Conforme a esto, todas las reformas que emprendieron algunos zares en el siglo XIX sólo fueron paliativos que de ningún modo despresurizaban a su sociedad, y menos a lo concerniente al rencor que fermentaba, buscando la compresión necesaria para estallar. La razón de este estallido ha sido explicada con sencillez con la perspectiva histórica. Las condiciones sociales de los campesinos europeos mejoraron lentamente en el transcurso de los siglos. En Francia ya avanzado el medioevo empezó una lenta liberalización social para los campesinos. Cuando estalló la revolución francesa, más que una revolución campesina fue una revolución burguesa, así como fue una rebelión de la civilización contra su enemigo el cristianismo, personificado en Francia por la iglesia católica y su aliada la monarquía.

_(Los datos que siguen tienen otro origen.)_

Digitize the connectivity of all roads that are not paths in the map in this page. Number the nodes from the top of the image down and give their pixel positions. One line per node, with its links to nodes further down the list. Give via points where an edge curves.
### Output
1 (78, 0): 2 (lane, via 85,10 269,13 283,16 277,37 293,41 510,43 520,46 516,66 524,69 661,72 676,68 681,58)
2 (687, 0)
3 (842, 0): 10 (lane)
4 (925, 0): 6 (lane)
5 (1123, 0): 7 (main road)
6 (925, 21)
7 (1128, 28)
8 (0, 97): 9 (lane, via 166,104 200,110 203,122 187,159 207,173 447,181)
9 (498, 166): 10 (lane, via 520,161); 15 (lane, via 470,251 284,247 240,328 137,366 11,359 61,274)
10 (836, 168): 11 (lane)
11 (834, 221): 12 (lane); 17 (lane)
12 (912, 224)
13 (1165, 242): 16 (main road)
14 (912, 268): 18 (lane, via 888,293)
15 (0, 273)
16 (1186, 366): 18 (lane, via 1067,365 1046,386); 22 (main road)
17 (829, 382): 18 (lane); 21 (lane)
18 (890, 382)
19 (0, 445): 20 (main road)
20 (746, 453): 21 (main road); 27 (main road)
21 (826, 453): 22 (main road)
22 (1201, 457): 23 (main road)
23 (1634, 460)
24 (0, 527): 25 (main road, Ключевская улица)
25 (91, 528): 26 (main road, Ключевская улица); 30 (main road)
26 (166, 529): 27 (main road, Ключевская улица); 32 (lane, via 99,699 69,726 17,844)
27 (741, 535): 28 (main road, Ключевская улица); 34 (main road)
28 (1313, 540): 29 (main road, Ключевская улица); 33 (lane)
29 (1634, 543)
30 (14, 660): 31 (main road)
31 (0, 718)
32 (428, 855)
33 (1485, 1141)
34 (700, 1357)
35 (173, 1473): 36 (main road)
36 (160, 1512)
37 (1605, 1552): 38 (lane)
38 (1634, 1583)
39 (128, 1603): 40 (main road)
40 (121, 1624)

En cambio en Rusia con el paso de los siglos las condiciones del campesinado se deterioraron, llegando a su nadir en la segunda mitad del siglo XVII, durante el reinado de Catalina la Grande. Avanzado el siglo XIX, el zar Alejandro II dio libertad personal a los siervos, pero no les dio la tierra. Luego, con los reinados de Alejandro III y de Nicolás II, la situación se agravó. Para conseguir un sector campesino adicto al régimen, se dio parte de la tierra a granjeros, los denominados kulaks. Así, unos dos o tres millones de familias campesinas se privilegiaron, pero decenas de millones quedaron en abyecta miseria. Esto en particular, fue el fermento de la violencia campesina en la década de 1930; violencia en la que el régimen staliniano fue cómplice, pero no autor.
Cuando estalló la revolución de febrero de 1917, los campesinos quedaron sin saber qué hacer, excepto que querían la tierra que cultivaban y que en origen había sido suya. Con ese trasfondo campesino, la revolución de febrero que derribó al zarismo fue una revolución urbana. Al igual que en las ciudades durante la revolución francesa, en Petrogrado (luego Leningrado y ahora nuevamente San Petersburgo) se movilizó la gente de todos los estratos sociales. El derribo del zar fue suave, luego vino la euforia y paulatinamente la violencia. El poder urbano pasó a los soviets, comités revolucionarios y gremiales. Los soviets controlaron las fábricas, los ferrocarriles y finalmente parte del ejército. Su bandera era roja, que en el siglo XIX fuera del partido colorado uruguayo y que Garibaldi llevó a Europa.
Se formó un gobierno provisional, primero encabezado por el príncipe Lvov y luego por Kerensky. Era un gobierno que propugnaba la liberalización, los cambios; que de motu proprio dio el voto universal, incluyendo a las mujeres. Pero no dio lo que en ese momento era lo de fondo: la tierra a los campesinos. Continuó la guerra contra Alemania, pero con un ejército campesino que ansiaba volver a su tierra y tomarla. Para completar el panorama, hay que agregar que el gobierno provisional compartía el poder con los soviets; es más, gobernaba en cuanto lo permitían los soviets.
Pasaron las semanas y la revolución se propagó desde Petrogrado y Moscú a las demás ciudades rusas.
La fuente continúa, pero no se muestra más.